Las principales recomendaciones del estudio fueron:

 

  • Valorar las experiencias de políticas publicas contra DSS: por ejemplo, en Euskadi (Plan integral de lucha contra la pobreza 1988-1992) y Barcelona (intervención de salud materno-infantil en Ciutat Viella 1987-1992 y de control de tuberculosis en indigentes)
  • Mejorar los sistemas de Información (introducir variables sociales en los registros y análisis), formación de profesionales en DSS
  • Convertir la comisión en una Comisión permanente de estudio DSS
  • Mejorar las  condiciones vida y trabajo de la población.
  • Priorizar la intervención sobre estilos de vida en poblaciones más vulnerables
  • Descentralización de la toma de decisiones y fomento de la participación
  • Tener en cuenta el Impacto en salud en los planes de desarrollo intersectorial
  • Distribución de recursos sociosanitarios según necesidad, en vez de por población asignada
  • Evaluar las políticas publicas, especialmente en términos de salud
  • Priorización de los siguientes colectivos y problemas: Niños, condiciones laborales y vivienda, áreas de alta privación material, cambio de hábitos en grupos vulnerables, acceso a la atención sanitaria de toda la población

 

 

¿Se repetirá la jugada?

 

Cómo os podéis imaginar, gran parte de las conclusiones y recomendaciones siguen siendo plenamente vigentes en nuestro país.
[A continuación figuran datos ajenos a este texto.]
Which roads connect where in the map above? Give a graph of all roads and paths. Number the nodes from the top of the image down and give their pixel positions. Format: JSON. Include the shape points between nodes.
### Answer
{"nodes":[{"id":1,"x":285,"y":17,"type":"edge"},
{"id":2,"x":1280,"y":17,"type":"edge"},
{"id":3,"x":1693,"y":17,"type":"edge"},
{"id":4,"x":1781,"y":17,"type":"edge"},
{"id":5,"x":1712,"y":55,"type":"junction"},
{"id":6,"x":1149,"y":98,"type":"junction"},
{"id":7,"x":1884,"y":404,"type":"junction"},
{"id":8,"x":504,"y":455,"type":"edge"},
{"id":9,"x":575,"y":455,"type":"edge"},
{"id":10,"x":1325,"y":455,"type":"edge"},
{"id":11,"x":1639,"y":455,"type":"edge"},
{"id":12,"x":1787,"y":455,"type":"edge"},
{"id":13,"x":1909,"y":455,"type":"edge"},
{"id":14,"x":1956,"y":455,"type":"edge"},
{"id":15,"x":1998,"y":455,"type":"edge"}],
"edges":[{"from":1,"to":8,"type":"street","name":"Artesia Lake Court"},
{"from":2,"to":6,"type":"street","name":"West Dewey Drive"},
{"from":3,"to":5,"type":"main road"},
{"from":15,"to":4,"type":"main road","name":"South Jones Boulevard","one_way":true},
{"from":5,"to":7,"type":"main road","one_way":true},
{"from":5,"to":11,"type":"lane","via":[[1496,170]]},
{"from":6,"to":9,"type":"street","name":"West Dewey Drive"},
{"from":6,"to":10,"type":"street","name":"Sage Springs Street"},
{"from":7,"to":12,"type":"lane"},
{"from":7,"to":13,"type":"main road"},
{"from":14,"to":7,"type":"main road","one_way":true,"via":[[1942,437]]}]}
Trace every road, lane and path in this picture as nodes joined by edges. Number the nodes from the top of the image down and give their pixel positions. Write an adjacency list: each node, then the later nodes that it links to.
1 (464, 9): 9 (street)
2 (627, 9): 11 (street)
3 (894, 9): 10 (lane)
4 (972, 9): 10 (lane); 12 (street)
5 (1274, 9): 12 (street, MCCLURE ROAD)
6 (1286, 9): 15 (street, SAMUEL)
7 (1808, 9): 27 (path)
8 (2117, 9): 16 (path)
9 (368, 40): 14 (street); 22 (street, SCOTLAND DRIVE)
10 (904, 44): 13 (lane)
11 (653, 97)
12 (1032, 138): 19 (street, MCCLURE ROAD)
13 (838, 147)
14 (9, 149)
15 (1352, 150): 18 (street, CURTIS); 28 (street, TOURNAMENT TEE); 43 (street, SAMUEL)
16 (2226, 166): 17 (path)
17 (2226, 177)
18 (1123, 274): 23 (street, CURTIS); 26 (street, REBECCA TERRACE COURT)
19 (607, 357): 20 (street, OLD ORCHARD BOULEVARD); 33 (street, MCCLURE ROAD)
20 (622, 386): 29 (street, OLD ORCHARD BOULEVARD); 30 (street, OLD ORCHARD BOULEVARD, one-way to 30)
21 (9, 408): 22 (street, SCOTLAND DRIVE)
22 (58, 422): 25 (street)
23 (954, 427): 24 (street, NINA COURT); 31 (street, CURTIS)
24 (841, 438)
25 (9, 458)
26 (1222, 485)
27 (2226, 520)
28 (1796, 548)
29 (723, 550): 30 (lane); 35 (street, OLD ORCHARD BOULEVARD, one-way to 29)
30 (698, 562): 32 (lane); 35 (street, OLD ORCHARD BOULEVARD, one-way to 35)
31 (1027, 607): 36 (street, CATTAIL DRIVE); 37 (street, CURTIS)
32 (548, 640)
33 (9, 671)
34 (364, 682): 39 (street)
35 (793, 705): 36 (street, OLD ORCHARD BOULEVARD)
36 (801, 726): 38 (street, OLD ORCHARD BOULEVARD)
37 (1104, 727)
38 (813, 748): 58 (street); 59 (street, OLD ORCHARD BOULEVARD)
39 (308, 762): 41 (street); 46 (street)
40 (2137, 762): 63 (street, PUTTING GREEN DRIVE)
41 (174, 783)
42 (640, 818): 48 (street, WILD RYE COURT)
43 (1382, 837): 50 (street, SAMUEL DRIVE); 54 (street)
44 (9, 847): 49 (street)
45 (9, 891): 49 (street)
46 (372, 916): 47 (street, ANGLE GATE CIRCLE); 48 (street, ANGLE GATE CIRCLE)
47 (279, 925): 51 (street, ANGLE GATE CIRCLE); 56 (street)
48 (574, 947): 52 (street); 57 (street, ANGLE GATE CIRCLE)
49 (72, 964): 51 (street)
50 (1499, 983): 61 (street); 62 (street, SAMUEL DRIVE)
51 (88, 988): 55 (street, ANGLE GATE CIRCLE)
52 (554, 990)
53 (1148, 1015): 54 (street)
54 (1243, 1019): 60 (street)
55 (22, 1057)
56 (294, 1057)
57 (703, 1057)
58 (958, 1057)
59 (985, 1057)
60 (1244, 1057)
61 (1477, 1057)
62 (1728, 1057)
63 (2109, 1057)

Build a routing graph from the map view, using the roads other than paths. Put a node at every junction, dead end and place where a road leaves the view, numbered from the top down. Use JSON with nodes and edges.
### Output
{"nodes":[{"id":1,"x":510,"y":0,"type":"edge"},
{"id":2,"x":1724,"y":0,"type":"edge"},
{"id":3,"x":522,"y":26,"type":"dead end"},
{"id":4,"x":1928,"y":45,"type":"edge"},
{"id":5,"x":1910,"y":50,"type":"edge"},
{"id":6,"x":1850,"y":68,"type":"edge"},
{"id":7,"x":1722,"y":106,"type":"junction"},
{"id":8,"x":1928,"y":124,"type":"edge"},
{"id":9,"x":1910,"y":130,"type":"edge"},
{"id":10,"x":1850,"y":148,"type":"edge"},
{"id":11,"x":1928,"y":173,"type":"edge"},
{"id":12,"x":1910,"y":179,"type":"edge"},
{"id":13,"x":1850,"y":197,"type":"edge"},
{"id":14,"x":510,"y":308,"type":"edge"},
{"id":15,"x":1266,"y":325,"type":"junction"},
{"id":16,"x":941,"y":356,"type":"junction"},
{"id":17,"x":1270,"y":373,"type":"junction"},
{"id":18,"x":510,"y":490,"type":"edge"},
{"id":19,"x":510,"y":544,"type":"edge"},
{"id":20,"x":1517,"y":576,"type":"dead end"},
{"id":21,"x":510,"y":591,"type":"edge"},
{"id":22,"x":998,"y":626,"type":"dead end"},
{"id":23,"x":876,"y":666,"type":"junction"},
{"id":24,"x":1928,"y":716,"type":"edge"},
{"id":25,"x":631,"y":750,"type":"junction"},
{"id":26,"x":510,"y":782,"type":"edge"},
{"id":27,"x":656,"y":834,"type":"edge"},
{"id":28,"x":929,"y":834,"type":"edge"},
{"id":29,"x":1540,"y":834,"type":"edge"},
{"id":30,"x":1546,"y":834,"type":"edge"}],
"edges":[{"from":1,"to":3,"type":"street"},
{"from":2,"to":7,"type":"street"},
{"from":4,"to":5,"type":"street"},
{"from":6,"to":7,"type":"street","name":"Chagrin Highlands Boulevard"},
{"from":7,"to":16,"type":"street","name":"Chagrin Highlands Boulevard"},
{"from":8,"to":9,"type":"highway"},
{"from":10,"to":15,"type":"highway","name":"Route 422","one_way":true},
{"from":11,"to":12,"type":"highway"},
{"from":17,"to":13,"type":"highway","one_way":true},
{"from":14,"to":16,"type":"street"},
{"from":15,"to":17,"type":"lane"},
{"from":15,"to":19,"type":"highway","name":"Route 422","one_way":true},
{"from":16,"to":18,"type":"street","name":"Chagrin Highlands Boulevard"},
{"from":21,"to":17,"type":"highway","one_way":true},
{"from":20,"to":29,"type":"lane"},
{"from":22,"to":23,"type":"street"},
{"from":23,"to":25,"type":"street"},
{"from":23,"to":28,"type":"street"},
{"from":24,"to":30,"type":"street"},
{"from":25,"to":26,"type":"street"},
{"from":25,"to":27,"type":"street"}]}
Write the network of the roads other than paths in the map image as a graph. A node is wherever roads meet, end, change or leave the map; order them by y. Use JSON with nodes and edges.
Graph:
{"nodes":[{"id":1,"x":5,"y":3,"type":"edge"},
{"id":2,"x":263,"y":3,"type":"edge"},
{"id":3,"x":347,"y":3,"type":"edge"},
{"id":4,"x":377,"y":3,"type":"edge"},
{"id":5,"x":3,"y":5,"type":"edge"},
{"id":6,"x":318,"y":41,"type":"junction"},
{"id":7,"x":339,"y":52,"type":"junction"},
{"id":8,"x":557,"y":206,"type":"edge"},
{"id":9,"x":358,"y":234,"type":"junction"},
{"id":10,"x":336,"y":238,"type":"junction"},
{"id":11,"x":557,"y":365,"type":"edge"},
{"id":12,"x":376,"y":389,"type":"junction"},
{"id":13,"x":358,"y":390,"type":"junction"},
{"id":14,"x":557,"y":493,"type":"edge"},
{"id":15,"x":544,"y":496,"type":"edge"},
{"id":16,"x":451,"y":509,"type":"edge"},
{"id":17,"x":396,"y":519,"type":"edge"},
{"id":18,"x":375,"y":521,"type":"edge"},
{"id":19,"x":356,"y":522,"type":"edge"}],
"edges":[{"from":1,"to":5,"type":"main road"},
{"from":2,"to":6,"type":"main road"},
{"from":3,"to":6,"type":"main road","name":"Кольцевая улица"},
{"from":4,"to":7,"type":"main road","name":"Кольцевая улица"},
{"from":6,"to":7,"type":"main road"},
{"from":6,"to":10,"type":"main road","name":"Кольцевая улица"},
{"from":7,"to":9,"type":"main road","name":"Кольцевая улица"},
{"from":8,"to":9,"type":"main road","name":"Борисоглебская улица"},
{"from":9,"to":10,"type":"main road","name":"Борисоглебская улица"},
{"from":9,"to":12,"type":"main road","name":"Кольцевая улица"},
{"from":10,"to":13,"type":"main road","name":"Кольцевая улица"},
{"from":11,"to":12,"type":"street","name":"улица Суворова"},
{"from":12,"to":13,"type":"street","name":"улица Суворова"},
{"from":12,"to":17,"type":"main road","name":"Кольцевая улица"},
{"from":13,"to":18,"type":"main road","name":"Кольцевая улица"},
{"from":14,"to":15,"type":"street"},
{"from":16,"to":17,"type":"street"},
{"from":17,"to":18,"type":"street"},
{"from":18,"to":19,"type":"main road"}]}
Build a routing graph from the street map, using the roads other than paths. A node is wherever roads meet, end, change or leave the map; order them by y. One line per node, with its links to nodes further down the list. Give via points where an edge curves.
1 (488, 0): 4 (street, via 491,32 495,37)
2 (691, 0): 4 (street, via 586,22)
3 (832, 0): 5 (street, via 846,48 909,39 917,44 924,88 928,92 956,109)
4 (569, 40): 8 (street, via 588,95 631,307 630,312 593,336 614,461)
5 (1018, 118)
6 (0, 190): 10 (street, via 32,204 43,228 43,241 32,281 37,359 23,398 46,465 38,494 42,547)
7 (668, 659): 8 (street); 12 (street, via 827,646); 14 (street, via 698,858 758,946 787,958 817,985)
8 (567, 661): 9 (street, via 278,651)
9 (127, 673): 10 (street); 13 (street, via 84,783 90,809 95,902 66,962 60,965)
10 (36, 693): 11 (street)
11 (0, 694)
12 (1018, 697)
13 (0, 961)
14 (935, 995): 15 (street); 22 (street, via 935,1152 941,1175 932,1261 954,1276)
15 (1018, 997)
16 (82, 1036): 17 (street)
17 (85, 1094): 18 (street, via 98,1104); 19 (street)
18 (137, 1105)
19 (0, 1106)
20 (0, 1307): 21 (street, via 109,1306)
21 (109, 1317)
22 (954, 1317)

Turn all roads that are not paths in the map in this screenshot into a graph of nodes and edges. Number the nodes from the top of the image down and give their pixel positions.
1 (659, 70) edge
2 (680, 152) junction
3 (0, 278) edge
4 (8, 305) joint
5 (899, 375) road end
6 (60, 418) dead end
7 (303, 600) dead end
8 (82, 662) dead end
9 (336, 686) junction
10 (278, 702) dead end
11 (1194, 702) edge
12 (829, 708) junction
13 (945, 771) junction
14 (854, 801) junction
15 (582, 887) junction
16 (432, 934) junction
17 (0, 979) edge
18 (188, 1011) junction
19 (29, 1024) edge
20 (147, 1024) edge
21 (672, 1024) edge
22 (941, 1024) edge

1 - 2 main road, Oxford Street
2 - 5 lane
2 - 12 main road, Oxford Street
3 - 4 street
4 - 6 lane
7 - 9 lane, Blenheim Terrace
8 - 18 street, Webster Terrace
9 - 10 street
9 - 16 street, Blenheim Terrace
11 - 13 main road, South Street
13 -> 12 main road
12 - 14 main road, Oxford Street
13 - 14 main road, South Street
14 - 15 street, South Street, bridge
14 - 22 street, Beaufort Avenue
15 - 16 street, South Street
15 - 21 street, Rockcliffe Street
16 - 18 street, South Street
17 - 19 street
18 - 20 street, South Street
Después de la era Aznar en los gobiernos del PP (1996-2003), estamos iniciando la segunda legislatura del gobierno del PSOE liderado por el presidente Zapatero. En la primera legislatura (2003-2007), aunque se iniciaron importantes y meritorios cambios legislativos sobre politicas sociales con gran impacto sobre las DSS (especialmente la ley de dependencia), no se puede decir que las DSS fueran una prioridad ni en el ministerio de sanidad, ni en el resto del gobierno Zapatero.  

 

Todavía estamos a tiempo. Esperemos que no se repita la jugada: poner las DSS en la agenda política cuando ya no hay tiempo para intervenir.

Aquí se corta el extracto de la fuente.